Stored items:
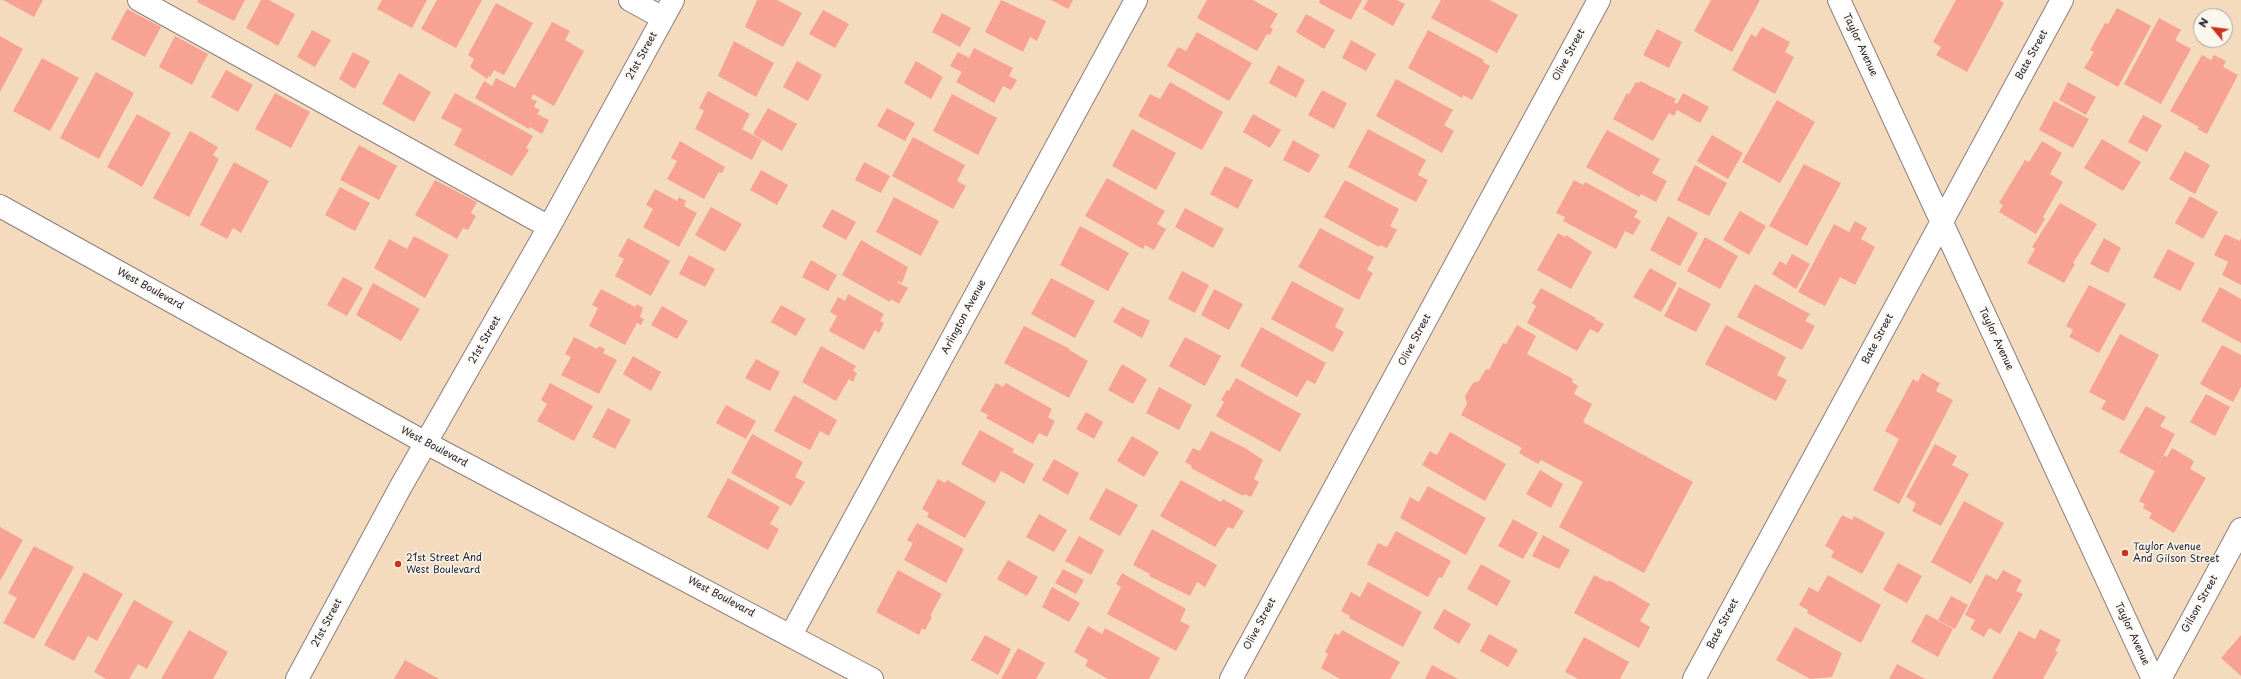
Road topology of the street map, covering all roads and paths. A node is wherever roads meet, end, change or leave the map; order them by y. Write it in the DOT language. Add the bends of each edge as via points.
graph roads {
  1 [pos="139,0"];
  2 [pos="630,0"];
  3 [pos="1136,0"];
  4 [pos="1838,0"];
  5 [pos="2062,0"];
  6 [pos="1595,1"];
  7 [pos="668,9"];
  8 [pos="0,206"];
  9 [pos="1942,222"];
  10 [pos="549,227"];
  11 [pos="426,443"];
  12 [pos="2241,529"];
  13 [pos="792,635"];
  14 [pos="297,679"];
  15 [pos="872,679"];
  16 [pos="1231,679"];
  17 [pos="1694,679"];
  18 [pos="2153,679"];
  19 [pos="2160,679"];
  1 -- 10 [label="street"];
  2 -- 7 [label="street"];
  3 -- 13 [label="street, Arlington Avenue"];
  4 -- 9 [label="street, Taylor Avenue"];
  5 -- 9 [label="street, Bate Street"];
  6 -- 16 [label="street, Olive Street"];
  7 -- 10 [label="street, 21st Street"];
  8 -- 11 [label="street, West Boulevard"];
  9 -- 17 [label="street, Bate Street"];
  9 -- 18 [label="street, Taylor Avenue"];
  10 -- 11 [label="street, 21st Street"];
  11 -- 13 [label="street, West Boulevard"];
  11 -- 14 [label="street, 21st Street"];
  12 -- 19 [label="street, Gilson Street"];
  13 -- 15 [label="street, West Boulevard"];
}
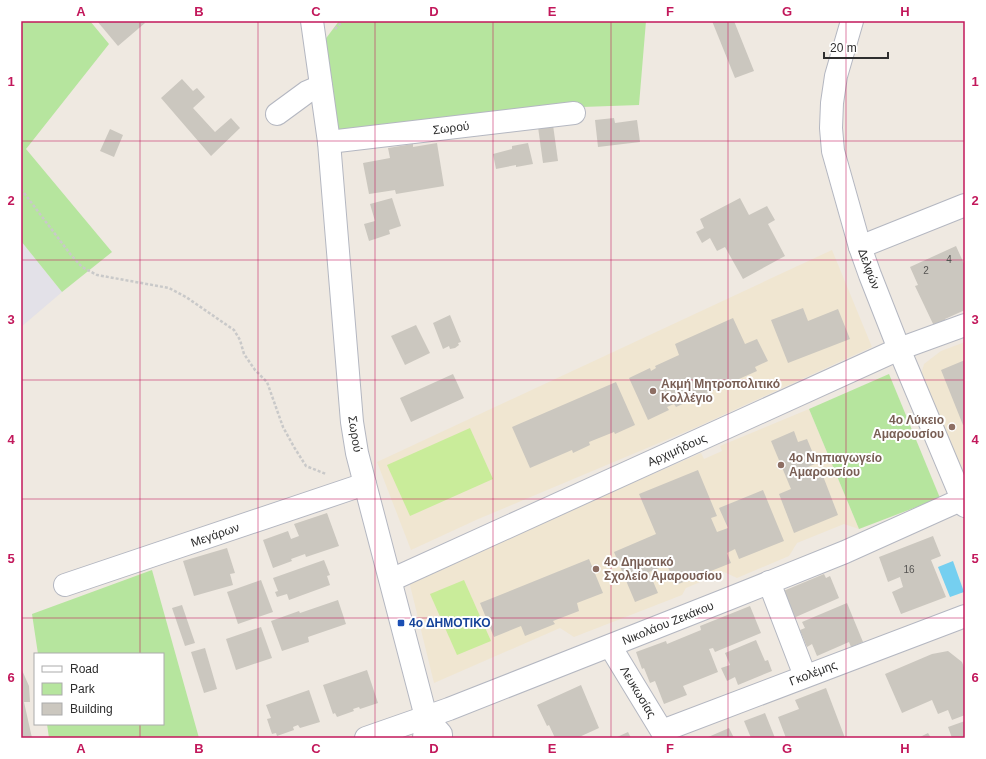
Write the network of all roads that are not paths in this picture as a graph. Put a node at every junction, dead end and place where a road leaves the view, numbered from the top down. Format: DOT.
graph roads {
  1 [pos="312,21"];
  2 [pos="852,21"];
  3 [pos="321,86"];
  4 [pos="574,113"];
  5 [pos="277,114"];
  6 [pos="329,142"];
  7 [pos="965,205"];
  8 [pos="860,247"];
  9 [pos="965,325"];
  10 [pos="899,349"];
  11 [pos="365,484"];
  12 [pos="964,501"];
  13 [pos="390,580"];
  14 [pos="769,582"];
  15 [pos="65,585"];
  16 [pos="965,616"];
  17 [pos="610,646"];
  18 [pos="805,676"];
  19 [pos="425,728"];
  20 [pos="664,734"];
  21 [pos="366,738"];
  22 [pos="442,738"];
  1 -- 3 [label="street, Σωρού"];
  2 -- 8 [label="street, Δελφών"];
  3 -- 5 [label="street"];
  3 -- 6 [label="street, Σωρού"];
  4 -- 6 [label="street, Σωρού"];
  6 -- 11 [label="street, Σωρού"];
  7 -- 8 [label="street"];
  8 -- 10 [label="street, Δελφών"];
  9 -- 10 [label="street, Αρχιμήδους"];
  10 -- 12 [label="street, Δελφών"];
  10 -- 13 [label="street, Αρχιμήδους"];
  11 -- 13 [label="street, Σωρού"];
  11 -- 15 [label="street, Μεγάρων"];
  12 -- 14 [label="street, Νικολάου Ζεκάκου"];
  13 -- 19 [label="street, Σωρού"];
  14 -- 17 [label="street, Νικολάου Ζεκάκου"];
  14 -- 18 [label="street"];
  16 -- 18 [label="street, Γκολέμης"];
  17 -- 19 [label="street, Νικολάου Ζεκάκου"];
  17 -- 20 [label="street, Λευκωσίας"];
  18 -- 20 [label="street, Γκολέμης"];
  19 -- 21 [label="street, Νικολάου Ζεκάκου"];
  19 -- 22 [label="street, Σωρού"];
}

BRIEF ▸ From the first line to the last, restate the entries exactly, without pictures.

SOLUTION TO THE PROBLEM ▸
Road topology of the street map, covering all roads and paths. A node is wherever roads meet, end, change or leave the map; order them by y. Write it in the DOT language. Add the bends of each edge as via points.
graph roads {
  1 [pos="139,0"];
  2 [pos="630,0"];
  3 [pos="1136,0"];
  4 [pos="1838,0"];
  5 [pos="2062,0"];
  6 [pos="1595,1"];
  7 [pos="668,9"];
  8 [pos="0,206"];
  9 [pos="1942,222"];
  10 [pos="549,227"];
  11 [pos="426,443"];
  12 [pos="2241,529"];
  13 [pos="792,635"];
  14 [pos="297,679"];
  15 [pos="872,679"];
  16 [pos="1231,679"];
  17 [pos="1694,679"];
  18 [pos="2153,679"];
  19 [pos="2160,679"];
  1 -- 10 [label="street"];
  2 -- 7 [label="street"];
  3 -- 13 [label="street, Arlington Avenue"];
  4 -- 9 [label="street, Taylor Avenue"];
  5 -- 9 [label="street, Bate Street"];
  6 -- 16 [label="street, Olive Street"];
  7 -- 10 [label="street, 21st Street"];
  8 -- 11 [label="street, West Boulevard"];
  9 -- 17 [label="street, Bate Street"];
  9 -- 18 [label="street, Taylor Avenue"];
  10 -- 11 [label="street, 21st Street"];
  11 -- 13 [label="street, West Boulevard"];
  11 -- 14 [label="street, 21st Street"];
  12 -- 19 [label="street, Gilson Street"];
  13 -- 15 [label="street, West Boulevard"];
}
Write the network of all roads that are not paths in this picture as a graph. Put a node at every junction, dead end and place where a road leaves the view, numbered from the top down. Format: DOT.
graph roads {
  1 [pos="312,21"];
  2 [pos="852,21"];
  3 [pos="321,86"];
  4 [pos="574,113"];
  5 [pos="277,114"];
  6 [pos="329,142"];
  7 [pos="965,205"];
  8 [pos="860,247"];
  9 [pos="965,325"];
  10 [pos="899,349"];
  11 [pos="365,484"];
  12 [pos="964,501"];
  13 [pos="390,580"];
  14 [pos="769,582"];
  15 [pos="65,585"];
  16 [pos="965,616"];
  17 [pos="610,646"];
  18 [pos="805,676"];
  19 [pos="425,728"];
  20 [pos="664,734"];
  21 [pos="366,738"];
  22 [pos="442,738"];
  1 -- 3 [label="street, Σωρού"];
  2 -- 8 [label="street, Δελφών"];
  3 -- 5 [label="street"];
  3 -- 6 [label="street, Σωρού"];
  4 -- 6 [label="street, Σωρού"];
  6 -- 11 [label="street, Σωρού"];
  7 -- 8 [label="street"];
  8 -- 10 [label="street, Δελφών"];
  9 -- 10 [label="street, Αρχιμήδους"];
  10 -- 12 [label="street, Δελφών"];
  10 -- 13 [label="street, Αρχιμήδους"];
  11 -- 13 [label="street, Σωρού"];
  11 -- 15 [label="street, Μεγάρων"];
  12 -- 14 [label="street, Νικολάου Ζεκάκου"];
  13 -- 19 [label="street, Σωρού"];
  14 -- 17 [label="street, Νικολάου Ζεκάκου"];
  14 -- 18 [label="street"];
  16 -- 18 [label="street, Γκολέμης"];
  17 -- 19 [label="street, Νικολάου Ζεκάκου"];
  17 -- 20 [label="street, Λευκωσίας"];
  18 -- 20 [label="street, Γκολέμης"];
  19 -- 21 [label="street, Νικολάου Ζεκάκου"];
  19 -- 22 [label="street, Σωρού"];
}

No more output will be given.